Beneath a pile of charred debris of what used to be Mahima Dey’s house near the Kheroni daily market, the embers are still alive. The market was busy with activity on Wednesday morning, though not in the traditional sense. Bihari and Bengali residents packed what remained of their ransacked and battered shops and homes into trucks, fleeing the area after Tuesday’s violence.
Over Monday and Tuesday, long-simmering tensions in this area of West Karbi Anglong came to a boil, claiming two lives – Suraj Dey, a Bengali resident of the market who died when his house was set on fire, and Linus Phangcho, who was allegedly in a Karbi mob that clashed with the police. An Army column marched through the market, the quiet Karbi villages, and the restive non-Karbi settlements on Wednesday.
Mahima recalled the horror of the previous day: “There were so many police people stationed here after what happened on Monday, but there was no point to any of it. Everything happened right in front of them. Our house was burned, and we jumped into the river to save ourselves. We spent the night watching everything from the other side of the river. This morning, we found that nothing had been spared. Our house, our motorbike, our two shops in the market,” she said.
While people were rushing away from their homes amid the arson, Suraj Dey, who was disabled, was unable to. “My uncle went to try and help him, but the roof had already collapsed,” said his cousin Sumit Dey (20). “We were just not prepared for this kind of violence. We thought the fight was with people on the other side of the river.”
Karbi protesters, on their part, said the administration failed to address their concerns of encroachment on tribal land and the changing demography in the region, and botched the handling of a hunger strike by nine members of the Karbi community, which became the trigger for the violence.
The fissure
The Kopili River runs by the Kheroni daily market, and a bridge connects the market to the other bank. The river and this bridge have become a crucial marker of the long-simmering tensions in the area between the Karbi population and the non-Karbi settlers, primarily a Bihari population, as well as Bengali-Hindus and Nepalis.

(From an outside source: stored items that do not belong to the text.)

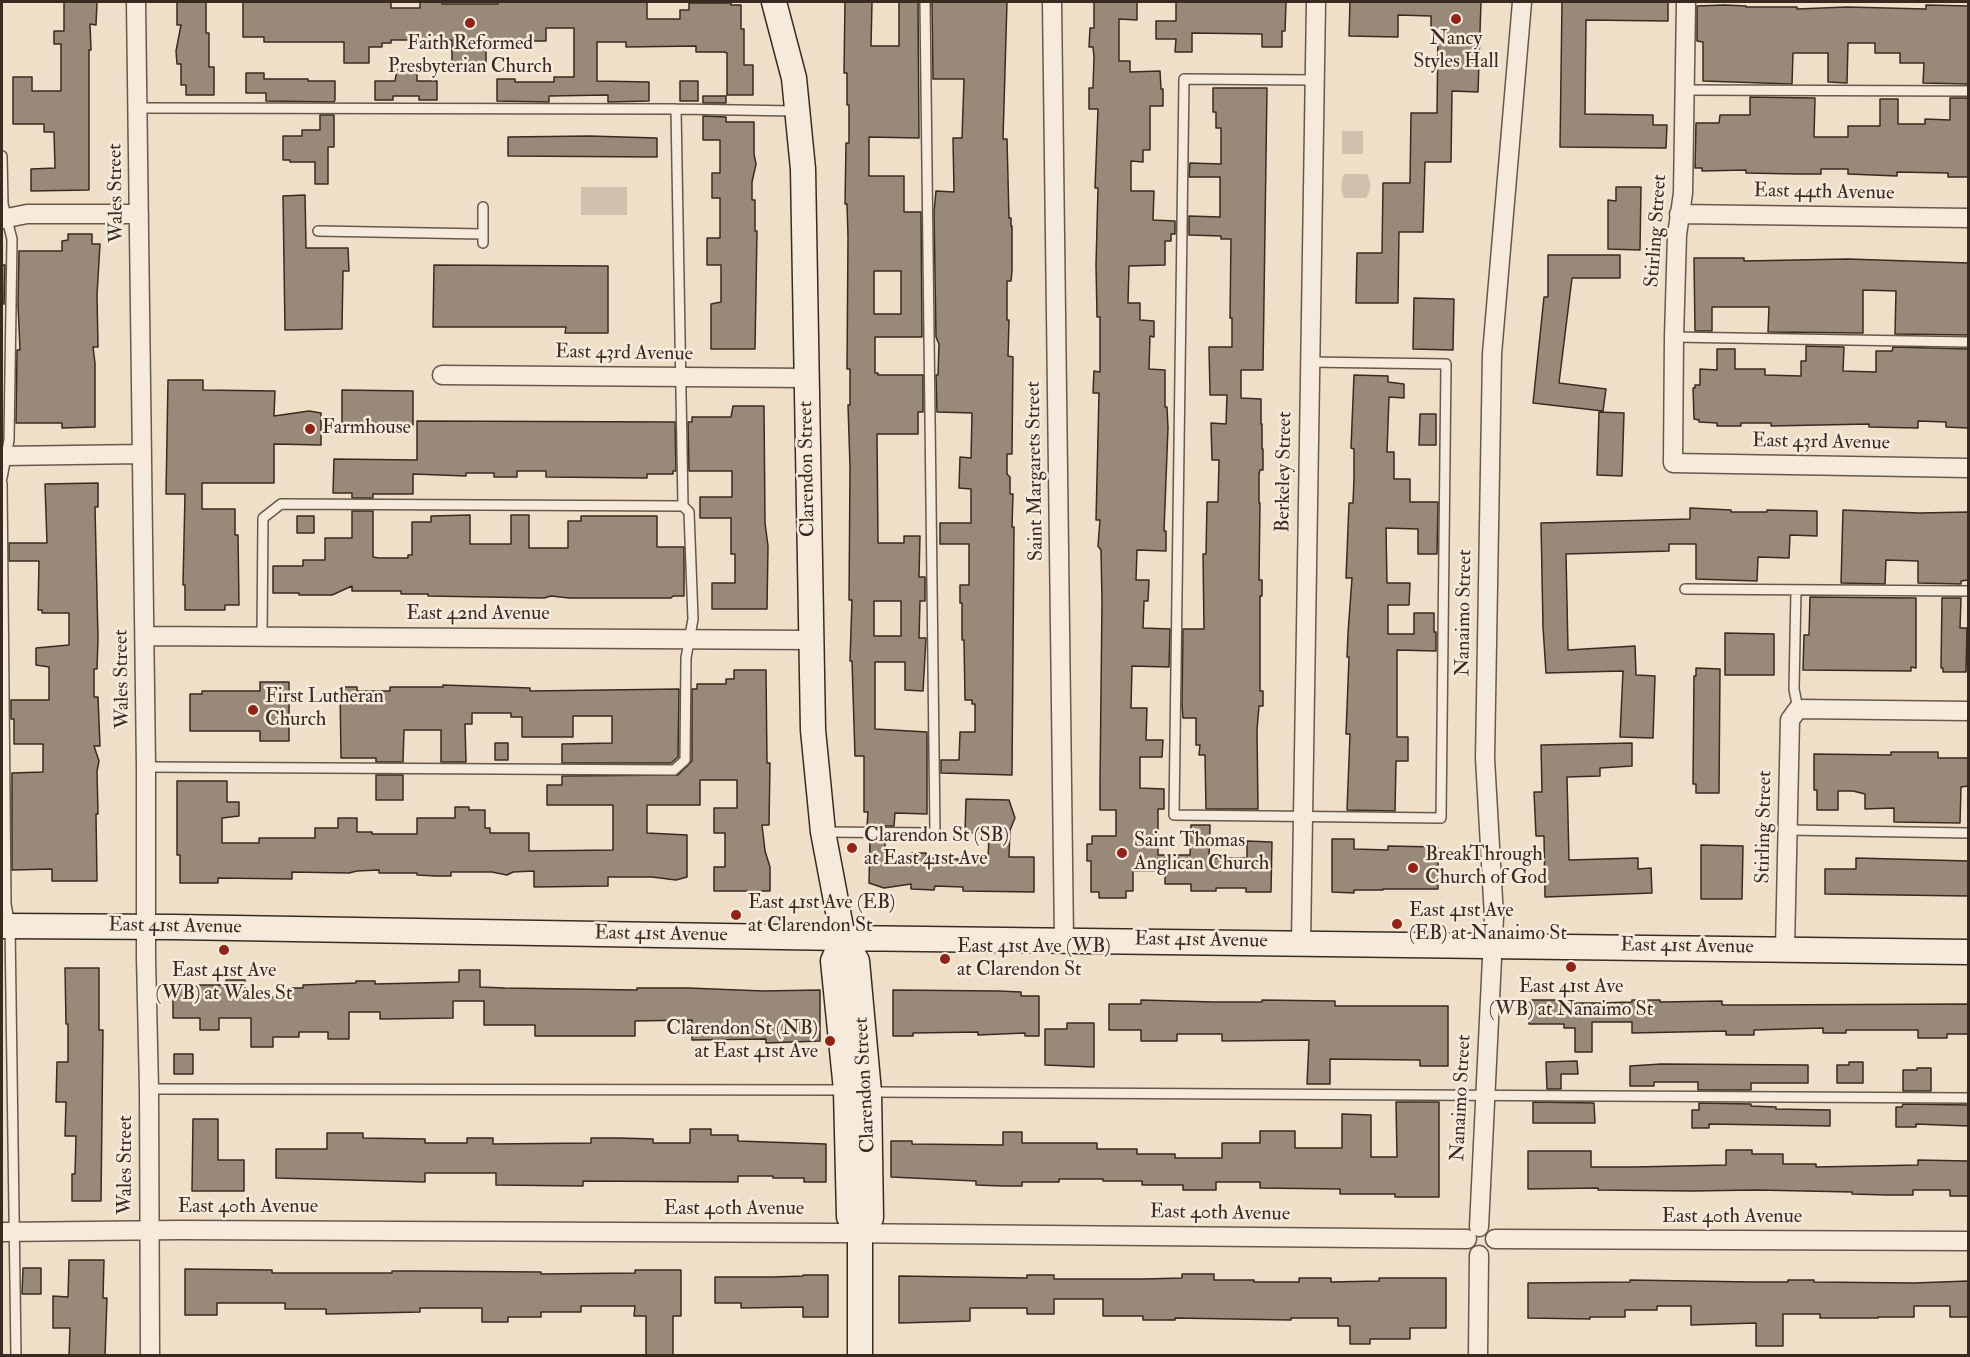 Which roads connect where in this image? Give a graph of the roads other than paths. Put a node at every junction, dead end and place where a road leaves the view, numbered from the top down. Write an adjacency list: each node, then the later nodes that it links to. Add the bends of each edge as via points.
1 (136, 2): 11 (street, Wales Street)
2 (774, 2): 13 (main road, Clarendon Street, via 787,45)
3 (925, 2): 47 (lane, via 935,833)
4 (1052, 2): 52 (street, Saint Margarets Street)
5 (1316, 2): 8 (street, Berkeley Street)
6 (1522, 2): 54 (street, Nanaimo Street, via 1492,354 1485,758 1494,917)
7 (1686, 2): 9 (street, Stirling Street)
8 (1313, 80): 24 (street, Berkeley Street); 45 (lane, via 1184,79 1174,815)
9 (1684, 90): 10 (lane); 17 (street, Stirling Street, via 1683,193)
10 (1968, 91)
11 (139, 108): 12 (lane); 16 (street, Wales Street)
12 (676, 109): 13 (lane); 26 (lane)
13 (799, 111): 27 (main road, Clarendon Street)
14 (2, 156): 18 (lane)
15 (483, 207): 20 (lane, via 483,239)
16 (139, 214): 18 (street, via 27,214); 28 (street, Wales Street)
17 (1679, 214): 19 (street, East 44th Avenue); 21 (street, Stirling Street)
18 (4, 218): 22 (lane, via 12,239)
19 (1968, 218)
20 (318, 231)
21 (1674, 338): 23 (lane); 30 (street, Stirling Street)
22 (6, 341): 29 (lane, via 9,440)
23 (1968, 342)
24 (1309, 362): 45 (street, Berkeley Street); 45 (lane, via 1446,364 1441,818)
25 (442, 375): 26 (street, East 43rd Avenue)
26 (680, 377): 27 (street, East 43rd Avenue); 34 (lane)
27 (806, 378): 41 (main road, Clarendon Street)
28 (142, 454): 29 (street); 38 (street, Wales Street)
29 (4, 456): 32 (lane)
30 (1673, 463): 31 (street, East 43rd Avenue)
31 (1968, 468)
32 (2, 478)
33 (2, 483): 49 (lane)
34 (683, 506): 39 (lane, via 281,504 263,518); 40 (lane, via 689,512 693,619)
35 (1684, 589): 36 (lane)
36 (1796, 590): 37 (lane); 42 (lane, via 1794,689)
37 (1968, 591)
38 (145, 636): 39 (street, East 42nd Avenue); 44 (street, Wales Street)
39 (262, 636): 40 (street, East 42nd Avenue)
40 (690, 639): 41 (street, East 42nd Avenue); 44 (lane, via 686,658 685,760 674,770)
41 (812, 640): 47 (main road, Clarendon Street, via 813,730)
42 (1798, 709): 43 (street); 46 (street, Stirling Street, via 1790,720)
43 (1968, 711)
44 (146, 767): 50 (street, Wales Street)
45 (1304, 816): 53 (street, Berkeley Street)
46 (1787, 830): 48 (lane); 55 (street, Stirling Street)
47 (823, 832): 51 (main road, Clarendon Street)
48 (1968, 832)
49 (6, 926): 50 (main road, East 41st Avenue); 62 (lane)
50 (146, 926): 51 (main road, East 41st Avenue); 57 (street, Wales Street)
51 (843, 938): 52 (main road, East 41st Avenue); 58 (main road, Clarendon Street, via 833,961)
52 (1064, 940): 53 (main road, East 41st Avenue)
53 (1301, 942): 54 (main road, East 41st Avenue)
54 (1492, 945): 55 (main road, East 41st Avenue); 59 (street, Nanaimo Street)
55 (1785, 948): 56 (main road, East 41st Avenue)
56 (1968, 952)
57 (149, 1089): 58 (lane); 61 (street, Wales Street)
58 (857, 1091): 59 (lane); 63 (main road, Clarendon Street, via 849,1217)
59 (1485, 1097): 60 (lane); 64 (street, Nanaimo Street)
60 (1968, 1098)
61 (150, 1230): 62 (street, East 40th Avenue); 63 (street, East 40th Avenue); 69 (street, Wales Street)
62 (8, 1232): 68 (lane)
63 (860, 1233): 64 (street, East 40th Avenue); 70 (main road, Clarendon Street)
64 (1473, 1233): 65 (street, via 1492,1231); 67 (street, via 1471,1252)
65 (1495, 1239): 66 (street, East 40th Avenue); 67 (street, via 1491,1251)
66 (1968, 1241)
67 (1479, 1255): 71 (street)
68 (16, 1356)
69 (150, 1356)
70 (860, 1356)
71 (1478, 1356)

Karbi bodies demand that settlers, who they allege have illegally encroached on reserved VGR (Village Grazing Reserve) and PGR (Professional Grazing Reserve) land, be evicted.
This demand had gathered steam nearly two years ago, after the Rachnatmak Nonia Sanyukta Sangh, an organisation of the Bihari Nonia community, submitted a memorandum to President Droupadi Murmu in January 2024 seeking legalisation of settlers in West Karbi Anglong who had been there before 2011.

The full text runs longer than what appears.